### TASK ITEM
Please reproduce all entries word for word and omit their pictures.

Segment Open

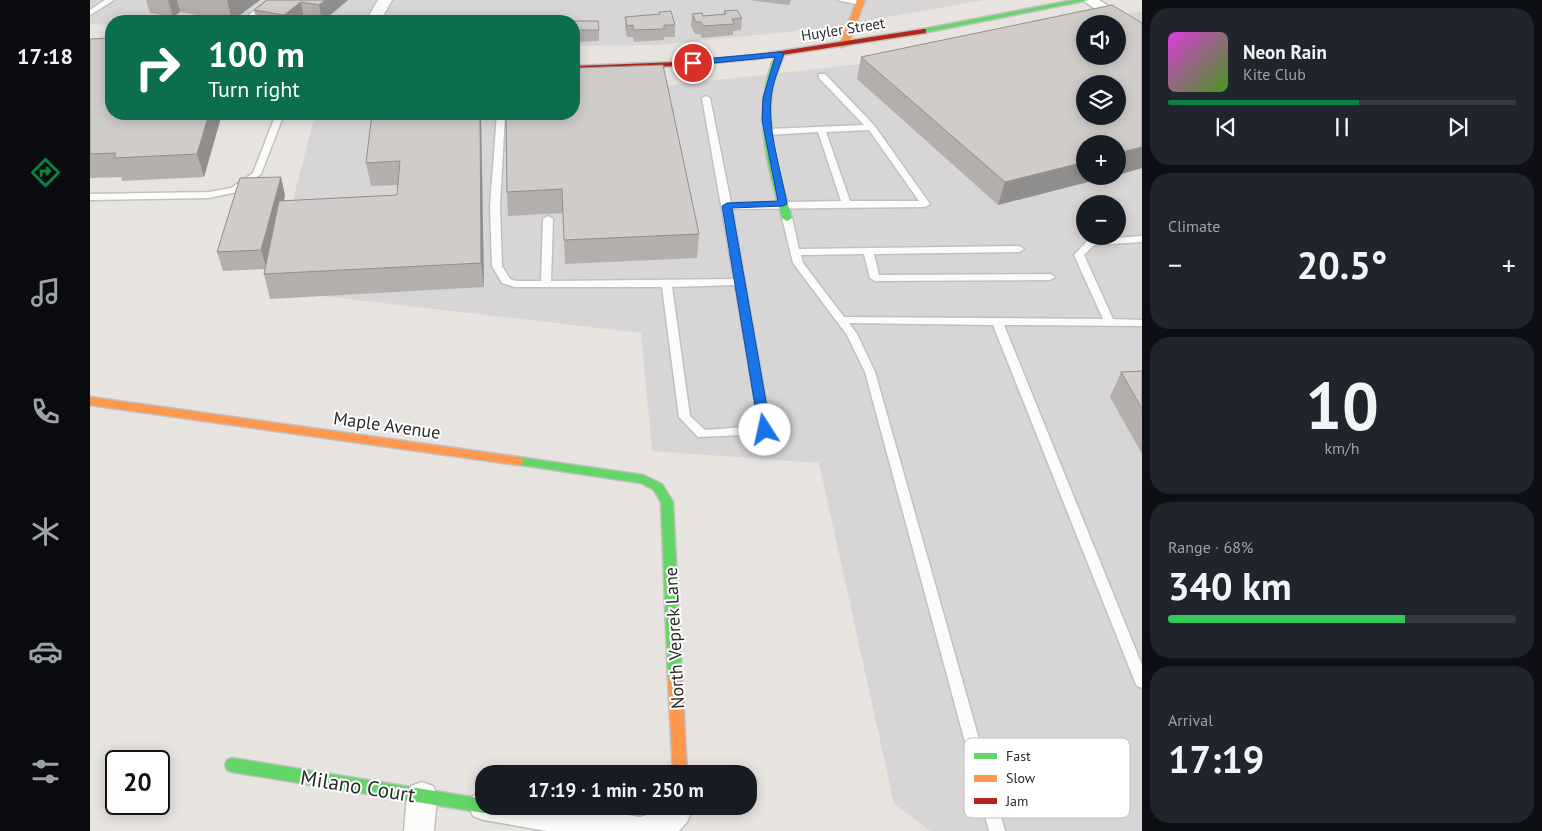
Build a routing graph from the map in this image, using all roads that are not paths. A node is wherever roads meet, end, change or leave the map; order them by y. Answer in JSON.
{"nodes":[{"id":1,"x":110,"y":0,"type":"edge"},
{"id":2,"x":273,"y":0,"type":"edge"},
{"id":3,"x":386,"y":0,"type":"edge"},
{"id":4,"x":841,"y":0,"type":"edge"},
{"id":5,"x":1087,"y":0,"type":"edge"},
{"id":6,"x":860,"y":1,"type":"edge"},
{"id":7,"x":90,"y":13,"type":"edge"},
{"id":8,"x":252,"y":15,"type":"edge"},
{"id":9,"x":377,"y":15,"type":"edge"},
{"id":10,"x":1142,"y":34,"type":"edge"},
{"id":11,"x":844,"y":45,"type":"junction"},
{"id":12,"x":780,"y":54,"type":"junction"},
{"id":13,"x":580,"y":68,"type":"edge"},
{"id":14,"x":822,"y":76,"type":"dead end"},
{"id":15,"x":706,"y":98,"type":"dead end"},
{"id":16,"x":278,"y":120,"type":"edge"},
{"id":17,"x":501,"y":120,"type":"edge"},
{"id":18,"x":872,"y":127,"type":"junction"},
{"id":19,"x":821,"y":130,"type":"junction"},
{"id":20,"x":768,"y":132,"type":"junction"},
{"id":21,"x":90,"y":197,"type":"edge"},
{"id":22,"x":783,"y":204,"type":"junction"},
{"id":23,"x":846,"y":204,"type":"junction"},
{"id":24,"x":727,"y":206,"type":"junction"},
{"id":25,"x":787,"y":218,"type":"joint"},
{"id":26,"x":548,"y":219,"type":"dead end"},
{"id":27,"x":1142,"y":239,"type":"edge"},
{"id":28,"x":1020,"y":249,"type":"dead end"},
{"id":29,"x":868,"y":251,"type":"junction"},
{"id":30,"x":796,"y":252,"type":"junction"},
{"id":31,"x":1050,"y":277,"type":"dead end"},
{"id":32,"x":740,"y":282,"type":"junction"},
{"id":33,"x":546,"y":284,"type":"junction"},
{"id":34,"x":667,"y":284,"type":"junction"},
{"id":35,"x":841,"y":320,"type":"junction"},
{"id":36,"x":997,"y":322,"type":"junction"},
{"id":37,"x":1109,"y":322,"type":"junction"},
{"id":38,"x":1142,"y":322,"type":"edge"},
{"id":39,"x":90,"y":400,"type":"edge"},
{"id":40,"x":667,"y":502,"type":"joint"},
{"id":41,"x":1142,"y":682,"type":"edge"},
{"id":42,"x":971,"y":738,"type":"edge"},
{"id":43,"x":232,"y":765,"type":"dead end"},
{"id":44,"x":680,"y":765,"type":"edge"},
{"id":45,"x":422,"y":796,"type":"junction"},
{"id":46,"x":475,"y":805,"type":"edge"},
{"id":47,"x":539,"y":815,"type":"edge"},
{"id":48,"x":675,"y":815,"type":"edge"},
{"id":49,"x":993,"y":818,"type":"edge"},
{"id":50,"x":419,"y":831,"type":"edge"},
{"id":51,"x":636,"y":831,"type":"edge"},
{"id":52,"x":644,"y":831,"type":"edge"},
{"id":53,"x":997,"y":831,"type":"edge"}],
"edges":[{"from":1,"to":7,"type":"lane"},
{"from":2,"to":8,"type":"lane"},
{"from":3,"to":9,"type":"street"},
{"from":4,"to":6,"type":"lane"},
{"from":5,"to":10,"type":"street"},
{"from":5,"to":11,"type":"street","name":"Huyler Street"},
{"from":6,"to":11,"type":"street"},
{"from":11,"to":12,"type":"street","name":"Huyler Street"},
{"from":12,"to":13,"type":"street","name":"Huyler Street"},
{"from":12,"to":20,"type":"street"},
{"from":14,"to":18,"type":"lane"},
{"from":15,"to":24,"type":"lane"},
{"from":16,"to":21,"type":"lane"},
{"from":17,"to":33,"type":"lane"},
{"from":18,"to":19,"type":"lane"},
{"from":18,"to":23,"type":"lane"},
{"from":19,"to":20,"type":"lane"},
{"from":19,"to":23,"type":"lane"},
{"from":20,"to":22,"type":"street"},
{"from":22,"to":23,"type":"lane"},
{"from":22,"to":24,"type":"lane"},
{"from":22,"to":25,"type":"street"},
{"from":24,"to":32,"type":"lane"},
{"from":25,"to":30,"type":"lane"},
{"from":26,"to":33,"type":"lane"},
{"from":27,"to":37,"type":"lane"},
{"from":28,"to":29,"type":"lane"},
{"from":29,"to":30,"type":"lane"},
{"from":29,"to":31,"type":"lane"},
{"from":30,"to":35,"type":"lane"},
{"from":32,"to":34,"type":"lane"},
{"from":32,"to":34,"type":"lane"},
{"from":33,"to":34,"type":"lane"},
{"from":35,"to":36,"type":"lane"},
{"from":35,"to":42,"type":"lane"},
{"from":36,"to":37,"type":"lane"},
{"from":36,"to":41,"type":"lane"},
{"from":37,"to":38,"type":"lane"},
{"from":39,"to":40,"type":"street","name":"Maple Avenue"},
{"from":40,"to":44,"type":"street","name":"North Veprek Lane"},
{"from":43,"to":45,"type":"street","name":"Milano Court"},
{"from":45,"to":46,"type":"street","name":"Milano Court"},
{"from":45,"to":50,"type":"street"},
{"from":47,"to":51,"type":"street","name":"Milano Court"},
{"from":48,"to":52,"type":"street"},
{"from":49,"to":53,"type":"lane"}]}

Segment Closed

### WORKED SOLUTION
Build a routing graph from the map in this image, using all roads that are not paths. A node is wherever roads meet, end, change or leave the map; order them by y. Answer in JSON.
{"nodes":[{"id":1,"x":110,"y":0,"type":"edge"},
{"id":2,"x":273,"y":0,"type":"edge"},
{"id":3,"x":386,"y":0,"type":"edge"},
{"id":4,"x":841,"y":0,"type":"edge"},
{"id":5,"x":1087,"y":0,"type":"edge"},
{"id":6,"x":860,"y":1,"type":"edge"},
{"id":7,"x":90,"y":13,"type":"edge"},
{"id":8,"x":252,"y":15,"type":"edge"},
{"id":9,"x":377,"y":15,"type":"edge"},
{"id":10,"x":1142,"y":34,"type":"edge"},
{"id":11,"x":844,"y":45,"type":"junction"},
{"id":12,"x":780,"y":54,"type":"junction"},
{"id":13,"x":580,"y":68,"type":"edge"},
{"id":14,"x":822,"y":76,"type":"dead end"},
{"id":15,"x":706,"y":98,"type":"dead end"},
{"id":16,"x":278,"y":120,"type":"edge"},
{"id":17,"x":501,"y":120,"type":"edge"},
{"id":18,"x":872,"y":127,"type":"junction"},
{"id":19,"x":821,"y":130,"type":"junction"},
{"id":20,"x":768,"y":132,"type":"junction"},
{"id":21,"x":90,"y":197,"type":"edge"},
{"id":22,"x":783,"y":204,"type":"junction"},
{"id":23,"x":846,"y":204,"type":"junction"},
{"id":24,"x":727,"y":206,"type":"junction"},
{"id":25,"x":787,"y":218,"type":"joint"},
{"id":26,"x":548,"y":219,"type":"dead end"},
{"id":27,"x":1142,"y":239,"type":"edge"},
{"id":28,"x":1020,"y":249,"type":"dead end"},
{"id":29,"x":868,"y":251,"type":"junction"},
{"id":30,"x":796,"y":252,"type":"junction"},
{"id":31,"x":1050,"y":277,"type":"dead end"},
{"id":32,"x":740,"y":282,"type":"junction"},
{"id":33,"x":546,"y":284,"type":"junction"},
{"id":34,"x":667,"y":284,"type":"junction"},
{"id":35,"x":841,"y":320,"type":"junction"},
{"id":36,"x":997,"y":322,"type":"junction"},
{"id":37,"x":1109,"y":322,"type":"junction"},
{"id":38,"x":1142,"y":322,"type":"edge"},
{"id":39,"x":90,"y":400,"type":"edge"},
{"id":40,"x":667,"y":502,"type":"joint"},
{"id":41,"x":1142,"y":682,"type":"edge"},
{"id":42,"x":971,"y":738,"type":"edge"},
{"id":43,"x":232,"y":765,"type":"dead end"},
{"id":44,"x":680,"y":765,"type":"edge"},
{"id":45,"x":422,"y":796,"type":"junction"},
{"id":46,"x":475,"y":805,"type":"edge"},
{"id":47,"x":539,"y":815,"type":"edge"},
{"id":48,"x":675,"y":815,"type":"edge"},
{"id":49,"x":993,"y":818,"type":"edge"},
{"id":50,"x":419,"y":831,"type":"edge"},
{"id":51,"x":636,"y":831,"type":"edge"},
{"id":52,"x":644,"y":831,"type":"edge"},
{"id":53,"x":997,"y":831,"type":"edge"}],
"edges":[{"from":1,"to":7,"type":"lane"},
{"from":2,"to":8,"type":"lane"},
{"from":3,"to":9,"type":"street"},
{"from":4,"to":6,"type":"lane"},
{"from":5,"to":10,"type":"street"},
{"from":5,"to":11,"type":"street","name":"Huyler Street"},
{"from":6,"to":11,"type":"street"},
{"from":11,"to":12,"type":"street","name":"Huyler Street"},
{"from":12,"to":13,"type":"street","name":"Huyler Street"},
{"from":12,"to":20,"type":"street"},
{"from":14,"to":18,"type":"lane"},
{"from":15,"to":24,"type":"lane"},
{"from":16,"to":21,"type":"lane"},
{"from":17,"to":33,"type":"lane"},
{"from":18,"to":19,"type":"lane"},
{"from":18,"to":23,"type":"lane"},
{"from":19,"to":20,"type":"lane"},
{"from":19,"to":23,"type":"lane"},
{"from":20,"to":22,"type":"street"},
{"from":22,"to":23,"type":"lane"},
{"from":22,"to":24,"type":"lane"},
{"from":22,"to":25,"type":"street"},
{"from":24,"to":32,"type":"lane"},
{"from":25,"to":30,"type":"lane"},
{"from":26,"to":33,"type":"lane"},
{"from":27,"to":37,"type":"lane"},
{"from":28,"to":29,"type":"lane"},
{"from":29,"to":30,"type":"lane"},
{"from":29,"to":31,"type":"lane"},
{"from":30,"to":35,"type":"lane"},
{"from":32,"to":34,"type":"lane"},
{"from":32,"to":34,"type":"lane"},
{"from":33,"to":34,"type":"lane"},
{"from":35,"to":36,"type":"lane"},
{"from":35,"to":42,"type":"lane"},
{"from":36,"to":37,"type":"lane"},
{"from":36,"to":41,"type":"lane"},
{"from":37,"to":38,"type":"lane"},
{"from":39,"to":40,"type":"street","name":"Maple Avenue"},
{"from":40,"to":44,"type":"street","name":"North Veprek Lane"},
{"from":43,"to":45,"type":"street","name":"Milano Court"},
{"from":45,"to":46,"type":"street","name":"Milano Court"},
{"from":45,"to":50,"type":"street"},
{"from":47,"to":51,"type":"street","name":"Milano Court"},
{"from":48,"to":52,"type":"street"},
{"from":49,"to":53,"type":"lane"}]}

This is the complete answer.